Here are 21 things to look forward to as we run through winter in hopes of dancing through March Madness. Welcome to the MMH NCAA 2021-22 Season Preview.
- Mike Krzyzewski lays claim to the most wins in Division I men’s college basketball history. He is also hanging up his whistle and clipboard after the season. Entering his 47th season, Coach K will be looking to add to his 1,170 victories, 27 combined ACC titles, 35 NCAA Tournament berths, 12 Final Four trips (tied for most ever with John Wooden), and five national titles. He could cap that career with a storybook ending, especially since he could have been fired if not for the first title run back in 1991. He had been on the job for a decade and had gotten Duke in the conversation but had yet to prove a champion. The rest is history. The Krazies will be reliant on Jon Scheyer to see if he can keep the Duke Dynasty alive going forward.

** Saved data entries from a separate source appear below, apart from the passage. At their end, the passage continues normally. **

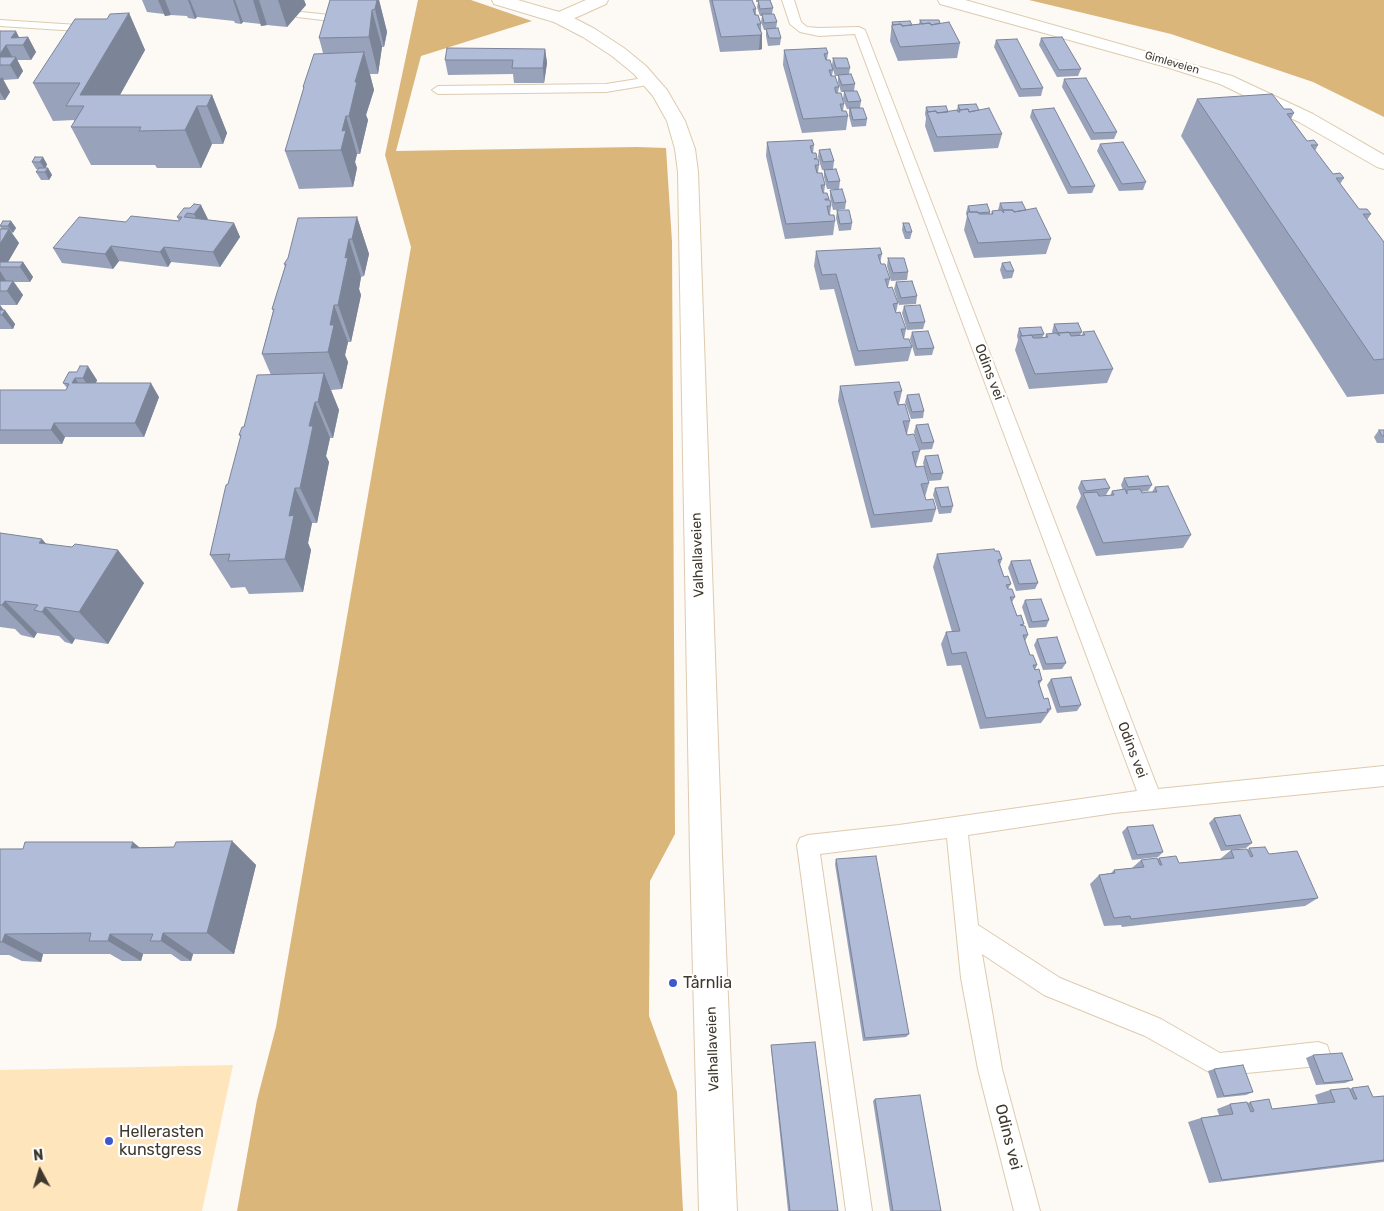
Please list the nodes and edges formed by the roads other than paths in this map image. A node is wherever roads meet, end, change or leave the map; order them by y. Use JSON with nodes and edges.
{"nodes":[{"id":1,"x":500,"y":0,"type":"edge"},
{"id":2,"x":600,"y":0,"type":"edge"},
{"id":3,"x":788,"y":0,"type":"edge"},
{"id":4,"x":946,"y":0,"type":"edge"},
{"id":5,"x":301,"y":15,"type":"dead end"},
{"id":6,"x":560,"y":18,"type":"junction"},
{"id":7,"x":363,"y":20,"type":"edge"},
{"id":8,"x":0,"y":23,"type":"edge"},
{"id":9,"x":102,"y":30,"type":"edge"},
{"id":10,"x":650,"y":80,"type":"junction"},
{"id":11,"x":438,"y":90,"type":"dead end"},
{"id":12,"x":1384,"y":163,"type":"edge"},
{"id":13,"x":1384,"y":776,"type":"edge"},
{"id":14,"x":1151,"y":799,"type":"junction"},
{"id":15,"x":956,"y":826,"type":"junction"},
{"id":16,"x":967,"y":931,"type":"junction"},
{"id":17,"x":1318,"y":1054,"type":"edge"},
{"id":18,"x":718,"y":1211,"type":"edge"},
{"id":19,"x":859,"y":1211,"type":"edge"},
{"id":20,"x":1027,"y":1211,"type":"edge"}],
"edges":[{"from":1,"to":6,"type":"street","name":"Valhallaveien"},
{"from":2,"to":6,"type":"street"},
{"from":3,"to":14,"type":"lane","name":"Odins vei"},
{"from":4,"to":12,"type":"street","name":"Gimleveien"},
{"from":5,"to":7,"type":"lane"},
{"from":6,"to":10,"type":"street","name":"Valhallaveien"},
{"from":8,"to":9,"type":"lane"},
{"from":10,"to":11,"type":"lane"},
{"from":10,"to":18,"type":"street","name":"Valhallaveien"},
{"from":13,"to":14,"type":"lane","name":"Odins vei"},
{"from":14,"to":15,"type":"lane","name":"Odins vei"},
{"from":15,"to":16,"type":"lane","name":"Odins vei"},
{"from":15,"to":19,"type":"lane","name":"Odins vei"},
{"from":16,"to":17,"type":"lane"},
{"from":16,"to":20,"type":"lane","name":"Odins vei"}]}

It may already be on life support and this season is just one last jolt from Coach K’s recruiting cache. But we’ll get to the Four Horseman leading Coach K’s Last Ride of a season later. Just know that this final season will feel familiar to all, with Duke again ranked in the AP Top 10.
- This will be the first season with fans back in the stands. Cameron Indoor Stadium being empty for Coach K’s farewell tour just would have felt wrong.
- Geno Auriemma used to have UConn on a perch even higher than Duke in the early-90’s. Now the women’s game has much more talent, and that talent is flowing to other teams looking for playing time. They’d rather slay Auriemma’s beast than play for him. Well, not all the talent. UConn is still an AP top-five team and a very good Final Four bet. However, South Carolina, Stanford, NC State, Maryland, Baylor, and even old UConn rival Tennessee is back challenging for the top spot. Hell, 16th seeded High Point dropped 59 on UConn last year. The 8th seed used to not even clear 45. The game has caught up to Auriemma and he is the best bet for the next Hall of Fame coach to follow Coach K into retirement.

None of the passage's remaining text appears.